И испытал такое острое, нестерпимое, ослепляющее наслаждение, какого не испытывал никогда в жизни. Которое не мог себе даже представить, о существовании которого не догадывался.
И жаркая похоть, терзавшая Дебольского три месяца, отступила. Отступила и освободила место тяжелому тошнотному холоду. Рвота подкатила к горлу.
Она кричала. Кричала, билась и вырывалась из рук. Задыхалась. В маленькой спальне, окнами выходившей на заснеженный пустырь. Где стены были оклеены белыми обоями в голубой цветочек, и на постели лежало блеклое покрывало — сбоку залитое, да так и не отстиравшееся.
Ломкая Зарайская в дорогом своем платье, задранном на спину. Пробуждающая лютую животную похоть. Орала и рвалась она из рук, зажимающих рот.
А потом беззвучно и тяжело обвисла на краю кровати. Длинные белые волосы осели на дешевый, продавленный ножкой кровати линолеум. И лежали так несколько часов.
Только когда подошло время, и Пашка заметался при мысли, что скоро придет жена, она собрала с кровати тело. Оперлась о дрожащие локти, осыпавшись сенью спутанных волос, дрожа коленями, трепеща плечами, встала.
Ушла, чтобы сохранить его удобный брак. Чтобы ему помочь. Пожалеть и спасти.
А через два дня Пашка помог собраться, подвез до аэропорта. Поднес ей вещи и долго махал рукой, пока она проходила паспортный контроль.
— Она мне тогда сама позвонила. Веришь, нет? — странно живой, несоответственно естественный голос надорвал сознание Дебольского. Он поднял было, но отвел взгляд, когда уже почувствовал непереносимость, неспособность его держать. — Ага, сама набрала. Спросить: «Как там Даша?» А я чувствую, что боится, слышать меня боится — а все равно звонит. Как там Даша, — скривился он. — И денег перевела.
Свиристельский медленно, глядя на пепельницу, сбил длинный, тлеющий столбик пепла. И медленно, зная, понимая, сказал:
— Она же блаженная, ни на кого не обижается. Ты знаешь, она же нас всех насквозь видит. Насквозь, понимаешь? — и стылая жуть исказила маскулинные черты его лица. Хмарным страхом пробежала в глубине пустых глаз. — Она ото всех знает, чего ждать. От меня, от тебя. От всех вокруг. Потому и не обижается. И всех жалеет.
Тяжело, натужно оперся он о стол, сжимая в пальцах дрожащую, трусливую сигарету:
— А знаешь, зачем ей все это? — повел он подбородком, опуская взгляд на пустую бутылку у ножки стола. Над горлышком ее вились, алчно жужжа, мухи, — собачья свадьба, — брезгливо скомкал он. — В детство захотела. — И неожиданно засмеялся: — На солнышке погреться. Напоследок. Замерзла, девочка, холодно ей, — протянул с каким-то диким, емким безумием в глазах. — Она сюда приехала. Все забыть хотела. Всем все простить и забыть. В детство окунуться. Напоследок.

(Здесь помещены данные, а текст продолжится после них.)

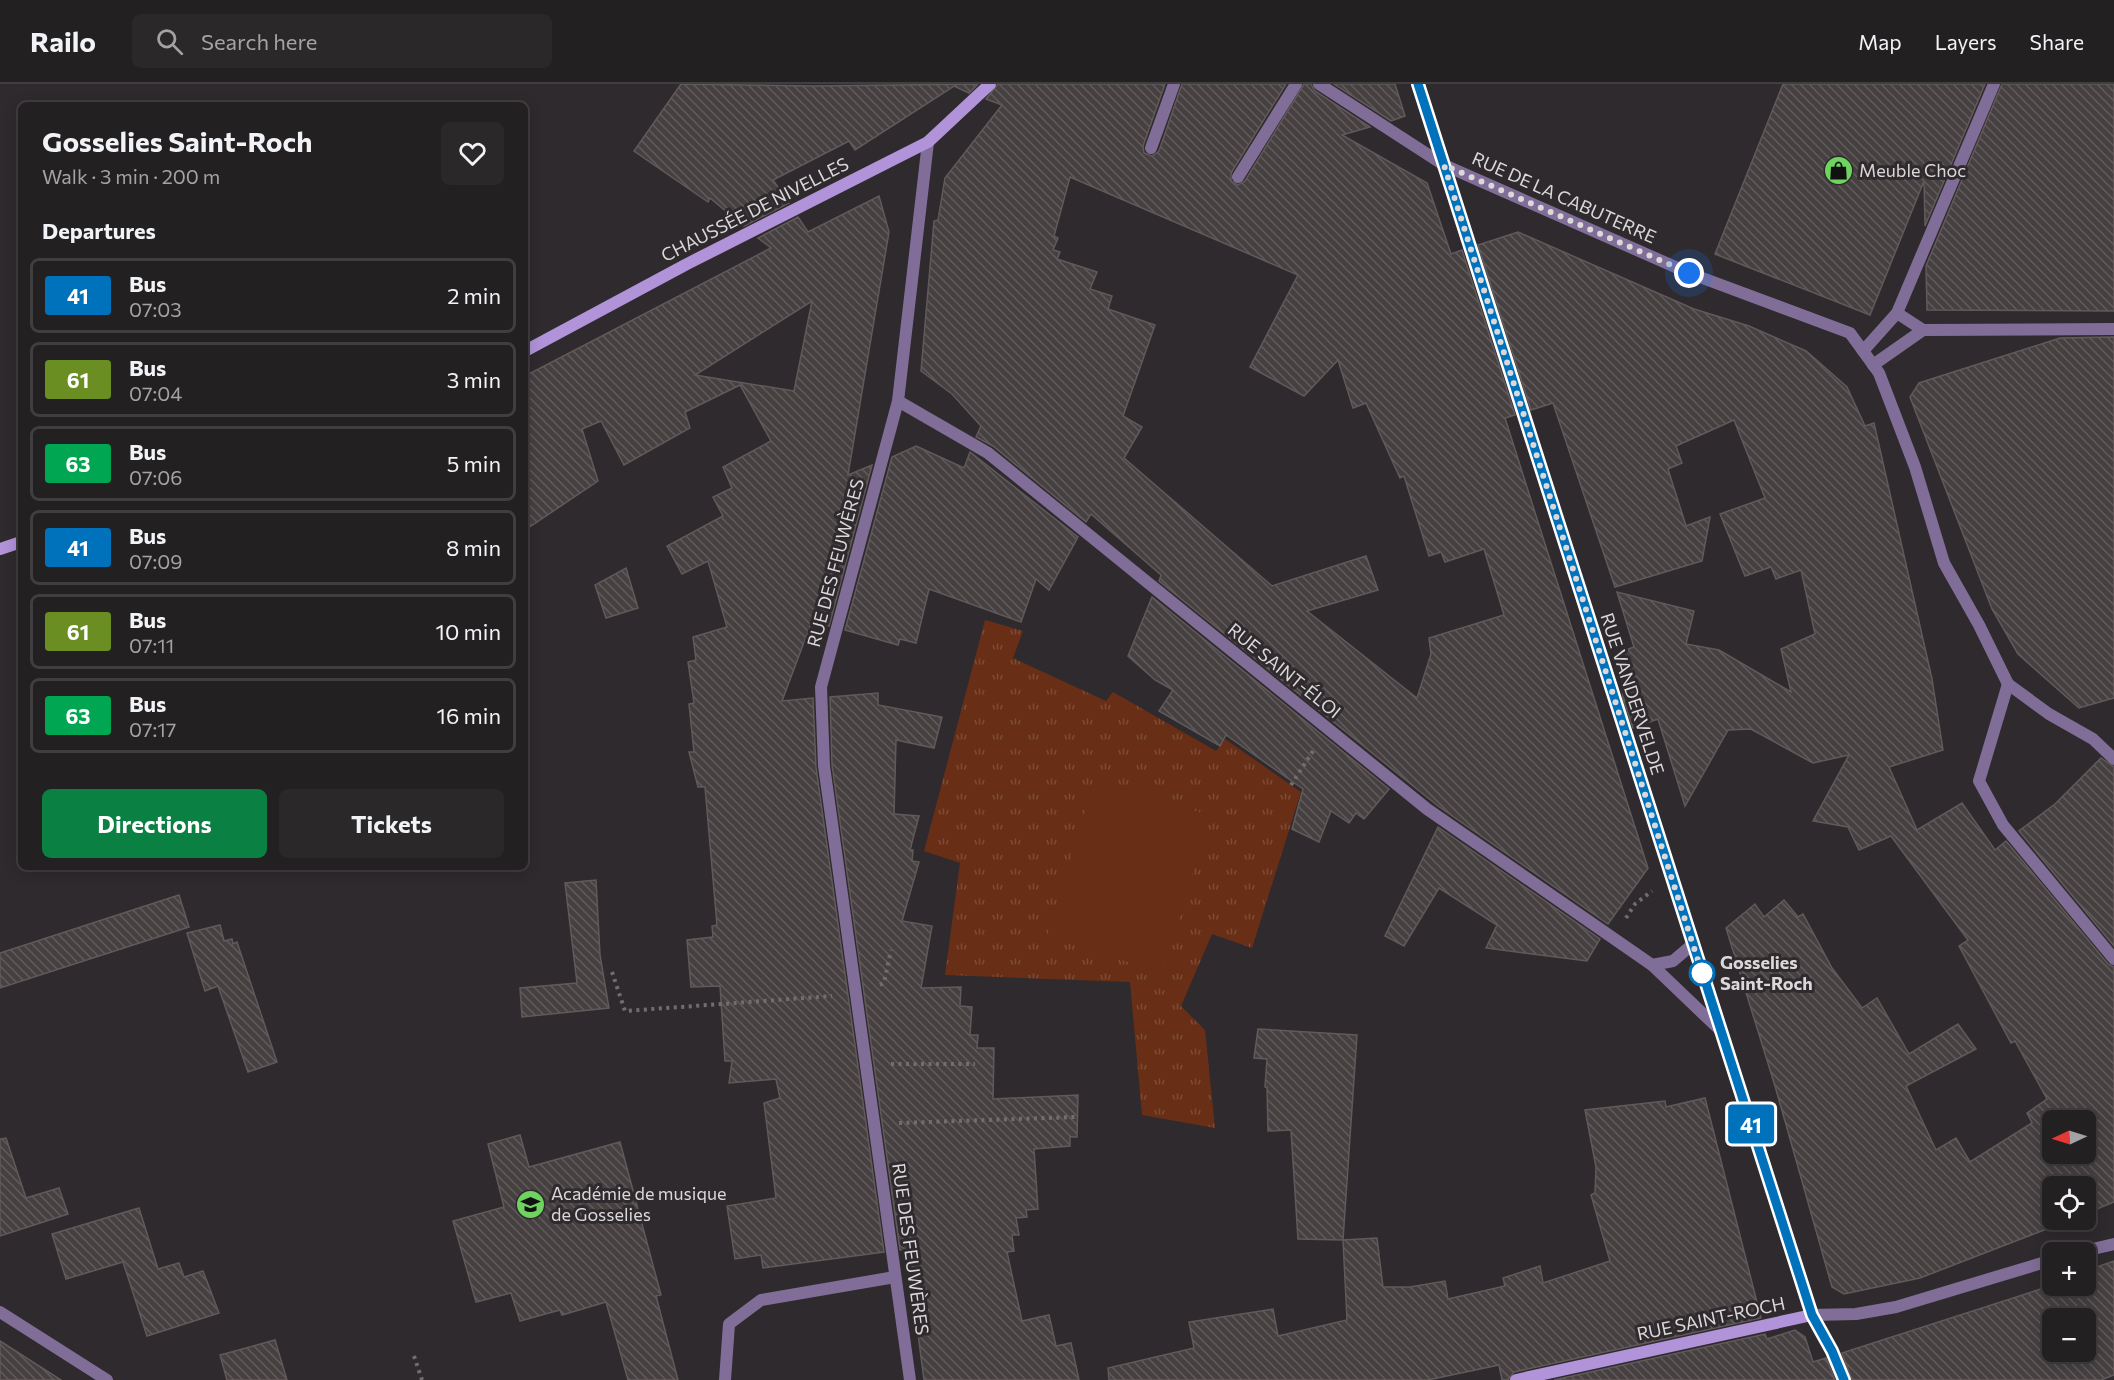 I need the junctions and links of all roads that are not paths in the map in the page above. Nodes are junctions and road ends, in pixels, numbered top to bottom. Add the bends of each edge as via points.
1 (990, 84) edge
2 (1174, 84) edge
3 (1296, 84) edge
4 (1319, 84) edge
5 (1418, 84) edge
6 (1994, 84) edge
7 (928, 142) junction
8 (1151, 148) dead end
9 (1444, 165) junction
10 (1238, 177) dead end
11 (1898, 312) junction
12 (2114, 329) edge
13 (1923, 330) junction
14 (528, 349) edge
15 (1863, 351) junction
16 (1873, 365) junction
17 (898, 401) junction
18 (18, 543) edge
19 (0, 549) edge
20 (2008, 684) junction
21 (2114, 759) edge
22 (1693, 944) junction
23 (2114, 959) edge
24 (1652, 965) junction
25 (1720, 1030) junction
26 (2114, 1244) edge
27 (2096, 1248) edge
28 (2042, 1263) edge
29 (895, 1276) junction
30 (0, 1312) edge
31 (1812, 1315) junction
32 (107, 1380) edge
33 (726, 1380) edge
34 (910, 1380) edge
35 (1516, 1380) edge
36 (1844, 1380) edge

1 - 7 main road, CHAUSSÉE DE NIVELLES
2 - 8 street
3 - 10 street
4 - 9 street, RUE DE LA CABUTERRE
5 - 9 main road, RUE VANDERVELDE
6 - 11 street
7 - 14 main road, CHAUSSÉE DE NIVELLES
7 - 17 street, RUE DES FEUWÈRES
9 - 15 street, RUE DE LA CABUTERRE via 1689,273 1850,333
9 - 22 main road, RUE VANDERVELDE
11 - 13 street
11 - 15 street
12 - 13 street
13 - 16 street
15 - 16 street, RUE DE LA CABUTERRE
16 - 20 street, RUE DE LA CABUTERRE via 1915,467 1944,563
17 - 24 street, RUE SAINT-ÉLOI via 988,453 1427,809
17 - 29 street, RUE DES FEUWÈRES via 821,687 824,766
18 - 19 main road
20 - 21 street via 2093,739
20 - 23 street via 1979,781 2002,825
22 - 24 street via 1672,961
22 - 25 main road, RUE VANDERVELDE
24 - 25 street, RUE SAINT-ÉLOI
25 - 31 main road, RUE VANDERVELDE
26 - 27 street
28 - 31 street, RUE SAINT-ROCH via 1896,1307 1856,1314
29 - 33 street via 762,1300 729,1324
29 - 34 street, RUE DES FEUWÈRES
30 - 32 street
31 - 35 main road, RUE SAINT-ROCH
31 - 36 main road, RUE VANDERVELDE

И вдруг лицо его озарилось мутным, хмарным бешенством радости:
— А вот только мне — мне все равно! — хотел он еще что-то сказать. Но поднял взгляд.
И Дебольский посмотрел в свои собственные глаза.

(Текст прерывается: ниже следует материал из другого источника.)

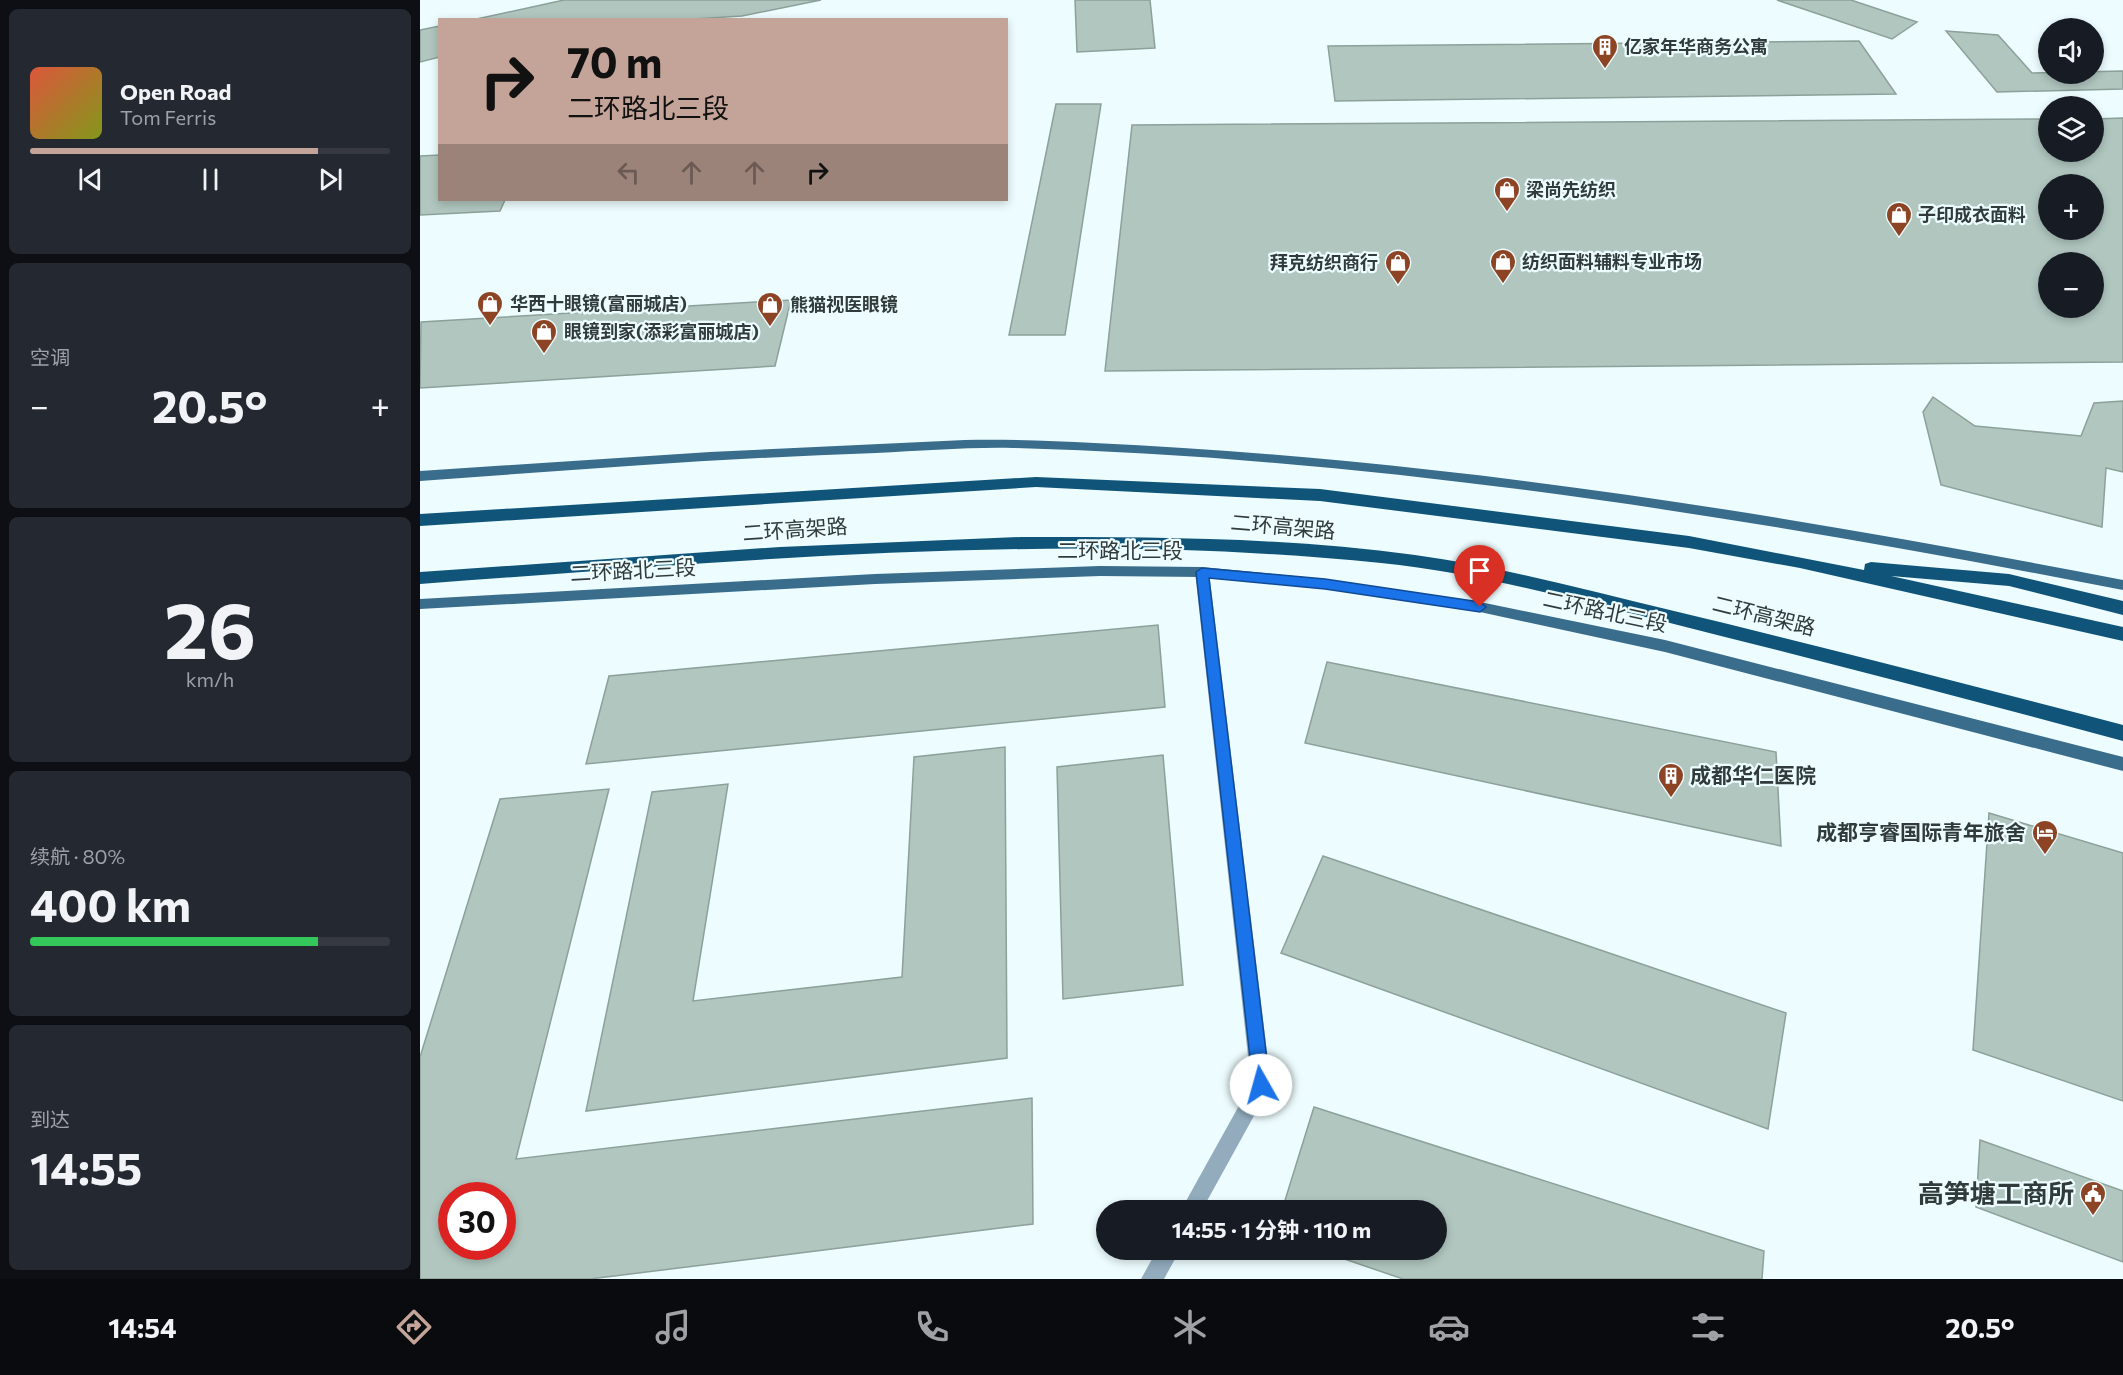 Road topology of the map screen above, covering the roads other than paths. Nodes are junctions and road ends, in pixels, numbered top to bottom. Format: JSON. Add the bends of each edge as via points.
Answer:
{"nodes":[{"id":1,"x":420,"y":477,"type":"edge"},
{"id":2,"x":420,"y":520,"type":"edge"},
{"id":3,"x":1800,"y":562,"type":"junction"},
{"id":4,"x":1202,"y":572,"type":"junction"},
{"id":5,"x":420,"y":578,"type":"edge"},
{"id":6,"x":2123,"y":585,"type":"edge"},
{"id":7,"x":420,"y":604,"type":"edge"},
{"id":8,"x":2123,"y":608,"type":"edge"},
{"id":9,"x":2123,"y":634,"type":"edge"},
{"id":10,"x":2123,"y":733,"type":"edge"},
{"id":11,"x":2123,"y":764,"type":"edge"},
{"id":12,"x":1197,"y":1200,"type":"edge"},
{"id":13,"x":1163,"y":1260,"type":"edge"},
{"id":14,"x":1152,"y":1279,"type":"edge"}],
"edges":[{"from":1,"to":6,"type":"main road","via":[[839,449],[1009,444],[1207,453],[1357,465],[1594,494],[1893,540]]},
{"from":2,"to":3,"type":"highway","name":"二环高架路","via":[[1036,482],[1320,495],[1689,542]]},
{"from":3,"to":8,"type":"highway","via":[[2009,580]]},
{"from":3,"to":9,"type":"highway","name":"二环高架路"},
{"from":4,"to":7,"type":"main road","name":"二环路北三段","via":[[1100,571],[875,579]]},
{"from":4,"to":11,"type":"main road","name":"二环路北三段","via":[[1325,584],[1503,612],[1665,646]]},
{"from":4,"to":12,"type":"street","via":[[1261,1085]]},
{"from":5,"to":10,"type":"highway","name":"二环高架路","via":[[872,548],[1070,542],[1225,544],[1385,557],[1530,582]]},
{"from":13,"to":14,"type":"street"}]}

— А ты чего как смотришь? Что, ты-то не такой? Не такой?
Ты не такой? Не такой? Не такой?
Дебольский вышел, выпал, вывалился, вышатнулся из душного смрада крымского кафе. На негнущихся ногах сделал первые шаги, не ощущая под собой тверди земли.

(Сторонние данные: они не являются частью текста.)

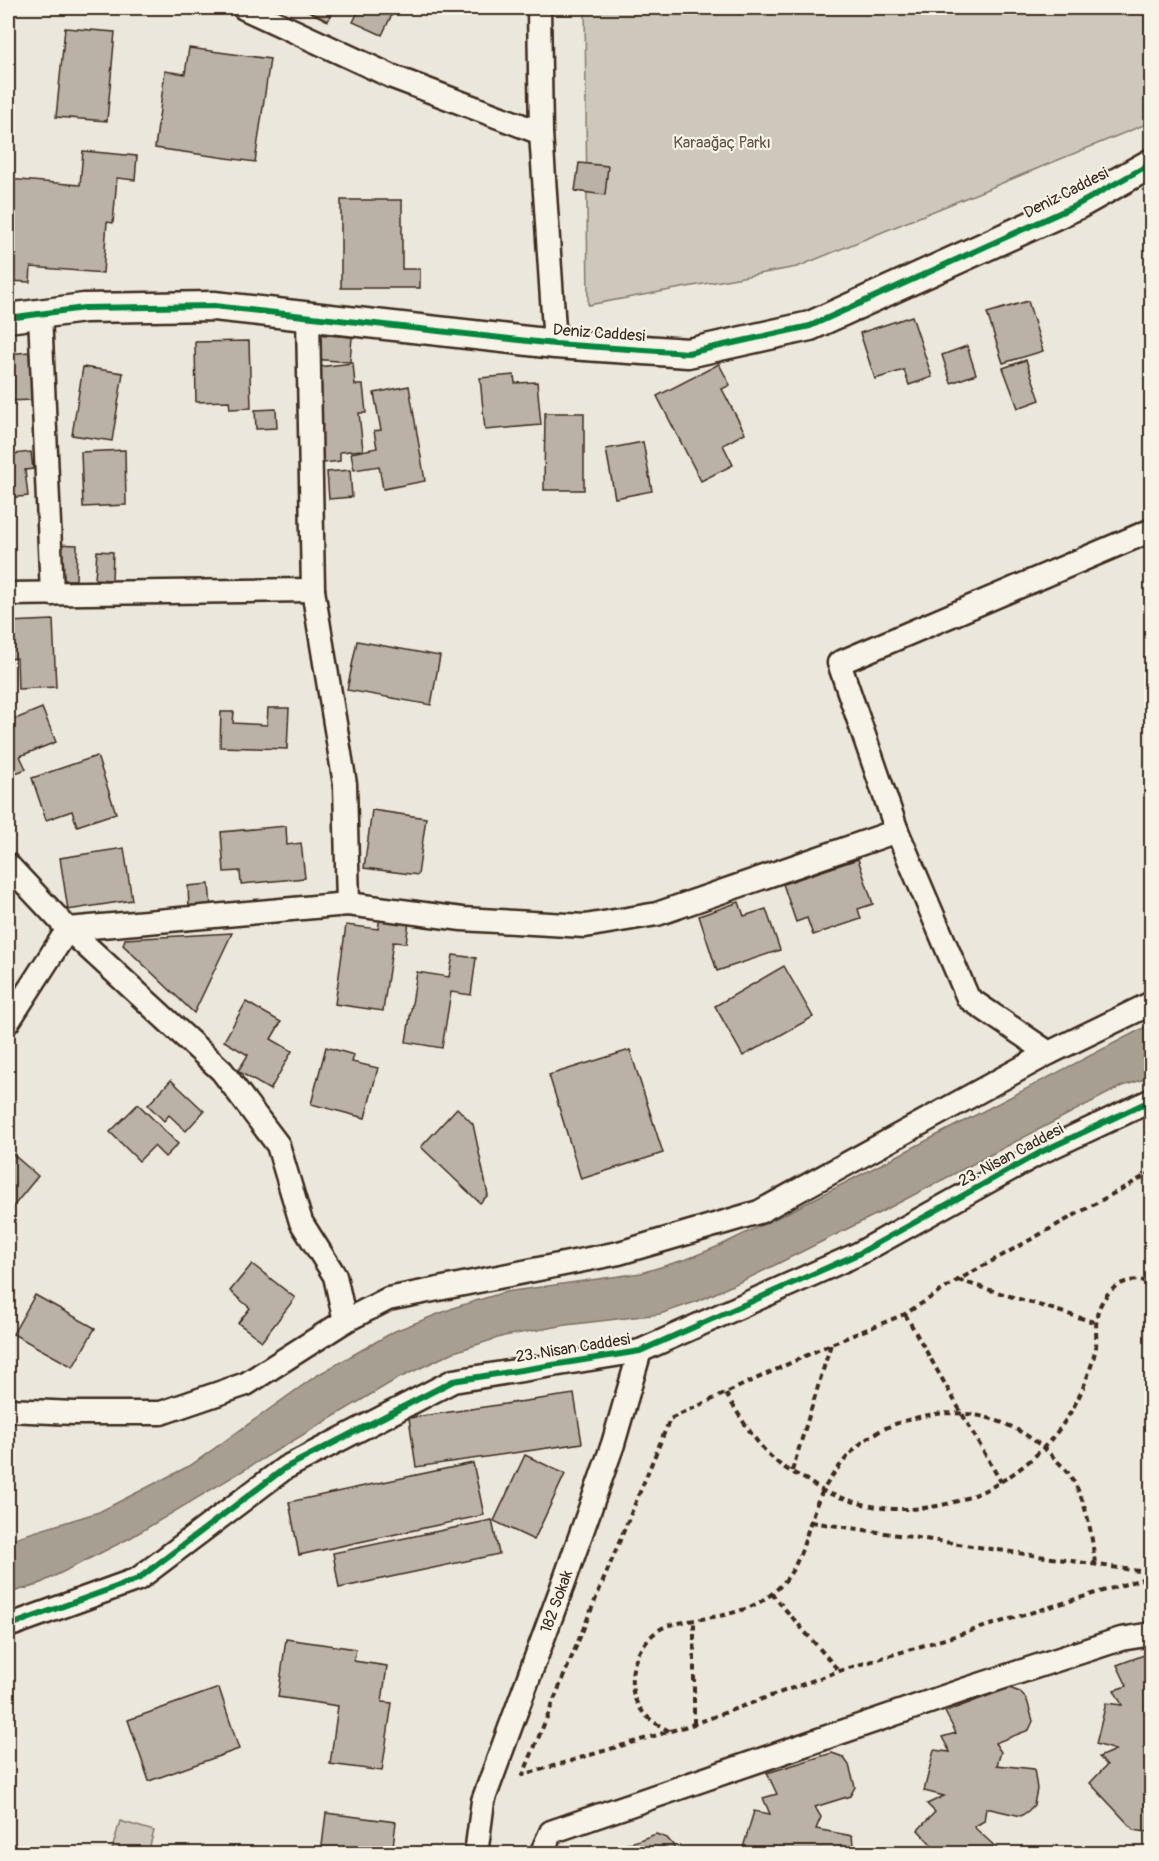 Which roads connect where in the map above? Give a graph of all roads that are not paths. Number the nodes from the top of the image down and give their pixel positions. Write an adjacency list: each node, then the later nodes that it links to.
1 (244, 8): 3 (street)
2 (539, 8): 3 (street)
3 (541, 134): 8 (street)
4 (1152, 163): 8 (street, Deniz Caddesi)
5 (40, 314): 6 (street, Deniz Caddesi); 7 (street, Deniz Caddesi); 12 (street)
6 (308, 316): 8 (street, Deniz Caddesi); 10 (street)
7 (8, 318)
8 (555, 344)
9 (1152, 530): 13 (street)
10 (313, 590): 12 (street); 15 (street)
11 (8, 594): 12 (street)
12 (52, 594)
13 (897, 831): 15 (street); 19 (street)
14 (8, 865): 16 (street)
15 (348, 904): 16 (street)
16 (68, 929): 18 (street); 21 (street)
17 (1152, 1003): 19 (street)
18 (8, 1022)
19 (1049, 1053): 21 (street)
20 (1152, 1100): 22 (street, 23. Nisan Caddesi)
21 (345, 1321): 23 (street)
22 (640, 1351): 24 (street, 23. Nisan Caddesi); 26 (street, 182 Sokak)
23 (8, 1410)
24 (8, 1626)
25 (1152, 1634): 27 (street)
26 (476, 1854)
27 (541, 1854)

Она смотрела на него — смотрела дымными глазами цвета воды:
— Зачем, Саша? Саш-ша…
Саш-ша… Саш-ша…Зачем?
И ядом текла у него в крови сперма удовлетворенного желания.
А он шел, спотыкаясь и теряя землю.
Она пришла к нему сама — беззащитная. Податливая, надломленная, доступная. Как мог удержаться он со своим лютым неутоленным желанием? Когда ни у кого больше не было таких острых влажных, истомных колен. Раздвигающихся медленно, изнехотя приглашающе.
Как мог стерпеть? Когда так соблазняли ее ломкие руки, хрупкие щиколотки, тонкие губы. И горький, горько-сладкий запах, мучительной сексуальностью вливающийся под кожу.
Он алкал ее, хотел, желал. Зло, яростно, нестерпимо.
Так желал!
Он мог бы — мог! — удержать свою безудержную похоть. Но не захотел. Потому что она вызывала лютую ярость. Своей чистой жертвенностью, понимающей жалостью не давала ему дышать, отнимала право самолюбования.
Право любить того единственного человека, которого всеобъемлюще, широко, всеохватно любил он всю свою жизнь, — себя.
Себя и больше никого. Даже не зная самого звучания этого чувства по отношению к другому.